• Material supplied:
************

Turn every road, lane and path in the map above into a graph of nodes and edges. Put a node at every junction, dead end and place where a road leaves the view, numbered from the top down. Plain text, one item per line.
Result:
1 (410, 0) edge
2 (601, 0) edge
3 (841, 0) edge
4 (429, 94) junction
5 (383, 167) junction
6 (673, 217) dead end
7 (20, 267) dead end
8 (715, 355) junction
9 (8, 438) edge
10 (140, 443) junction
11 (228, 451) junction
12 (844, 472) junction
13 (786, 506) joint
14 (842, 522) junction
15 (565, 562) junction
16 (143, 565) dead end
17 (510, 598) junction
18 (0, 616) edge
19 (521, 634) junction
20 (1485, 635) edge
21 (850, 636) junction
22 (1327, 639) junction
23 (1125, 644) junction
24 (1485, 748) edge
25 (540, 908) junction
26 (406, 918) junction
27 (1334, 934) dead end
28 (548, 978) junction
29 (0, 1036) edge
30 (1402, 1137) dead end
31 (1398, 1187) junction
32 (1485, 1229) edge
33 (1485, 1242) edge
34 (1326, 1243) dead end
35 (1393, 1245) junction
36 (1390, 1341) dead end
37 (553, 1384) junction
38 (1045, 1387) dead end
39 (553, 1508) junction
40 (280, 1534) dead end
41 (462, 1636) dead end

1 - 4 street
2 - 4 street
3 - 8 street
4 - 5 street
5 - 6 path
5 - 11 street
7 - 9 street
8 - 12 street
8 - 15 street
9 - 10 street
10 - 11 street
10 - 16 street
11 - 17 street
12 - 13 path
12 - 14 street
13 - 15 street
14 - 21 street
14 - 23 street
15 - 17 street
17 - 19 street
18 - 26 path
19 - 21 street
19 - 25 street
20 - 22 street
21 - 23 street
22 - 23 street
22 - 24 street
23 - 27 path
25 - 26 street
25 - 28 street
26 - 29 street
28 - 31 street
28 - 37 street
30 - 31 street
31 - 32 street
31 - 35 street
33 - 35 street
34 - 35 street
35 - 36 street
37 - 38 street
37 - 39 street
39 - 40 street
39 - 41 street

************

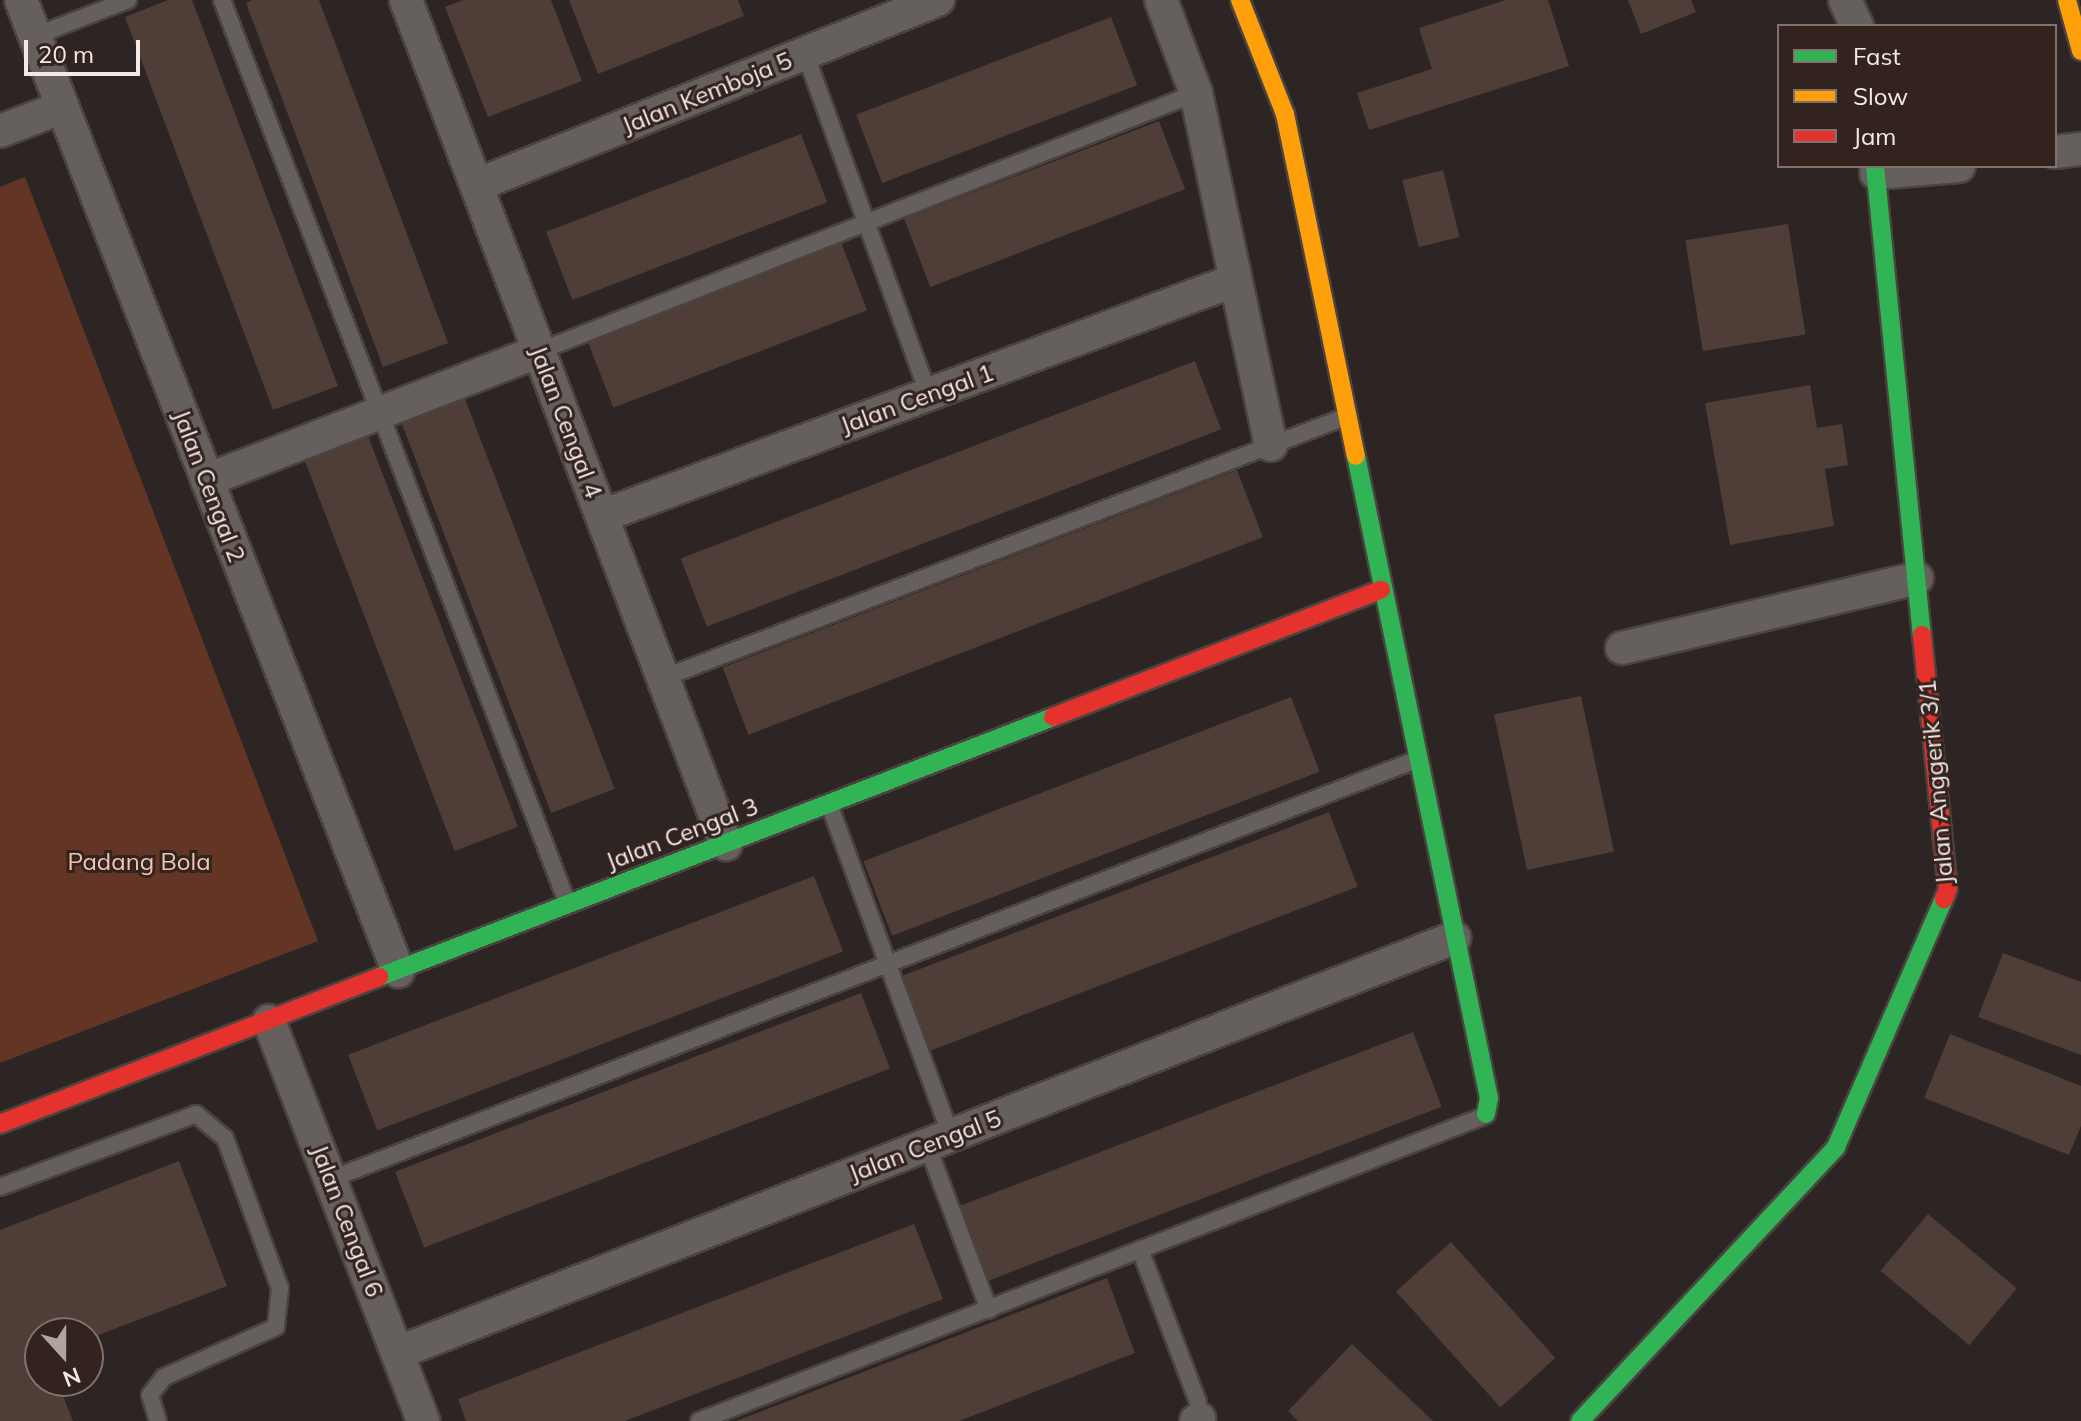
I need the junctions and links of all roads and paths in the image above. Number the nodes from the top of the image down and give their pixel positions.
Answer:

************

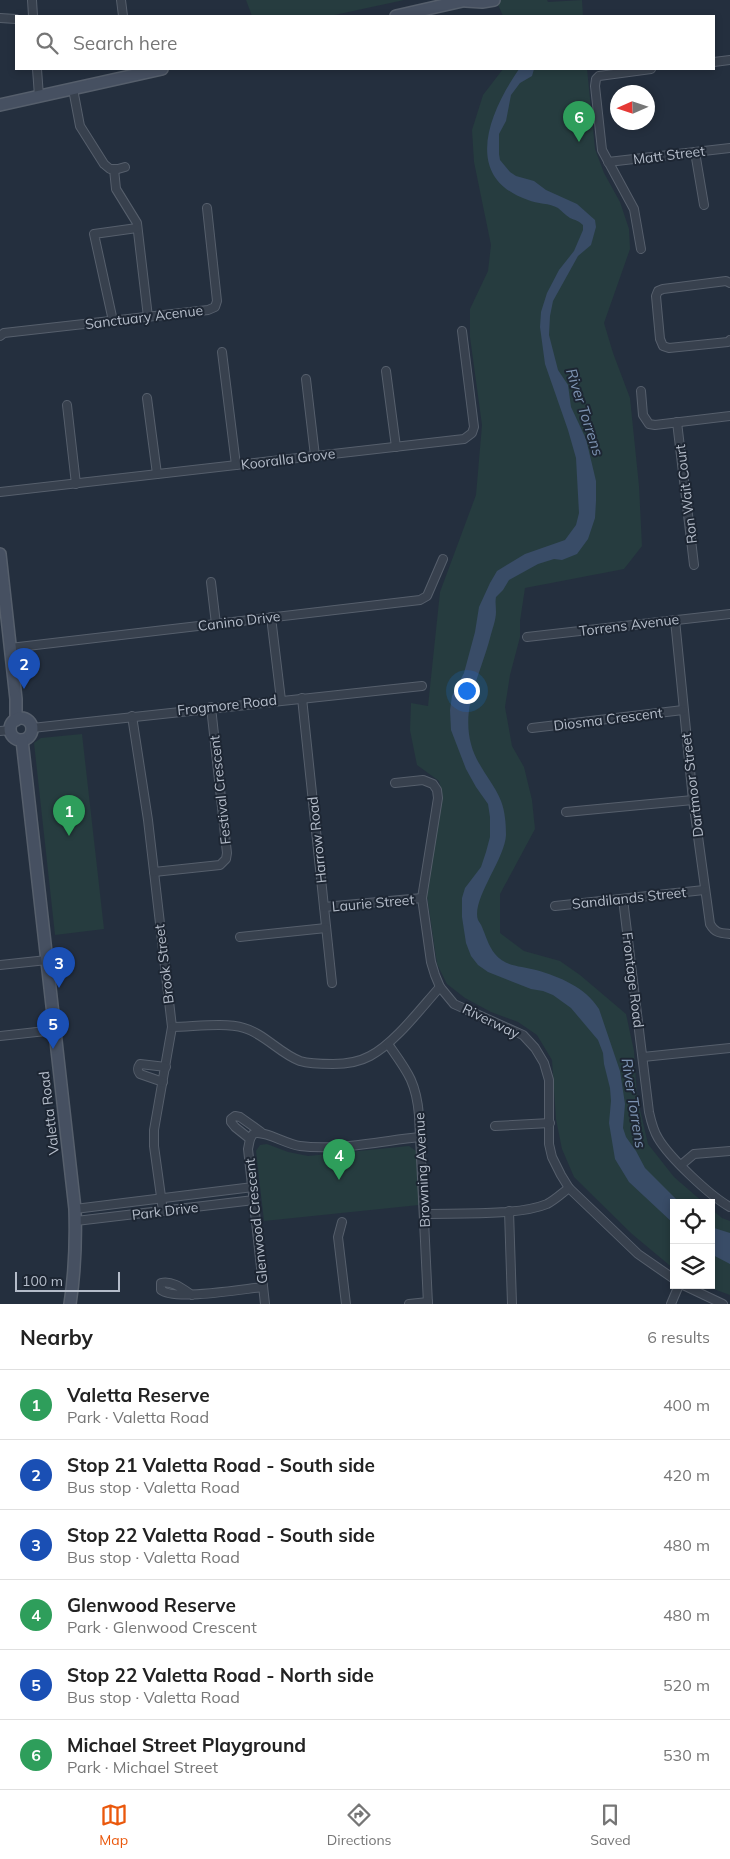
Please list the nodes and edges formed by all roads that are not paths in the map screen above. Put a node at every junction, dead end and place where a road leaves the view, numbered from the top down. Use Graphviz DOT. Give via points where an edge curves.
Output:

************

• What is being asked: Compute the number of lines above that contain the string "numbered". Reply with that value only.

• Solution to this problem: 2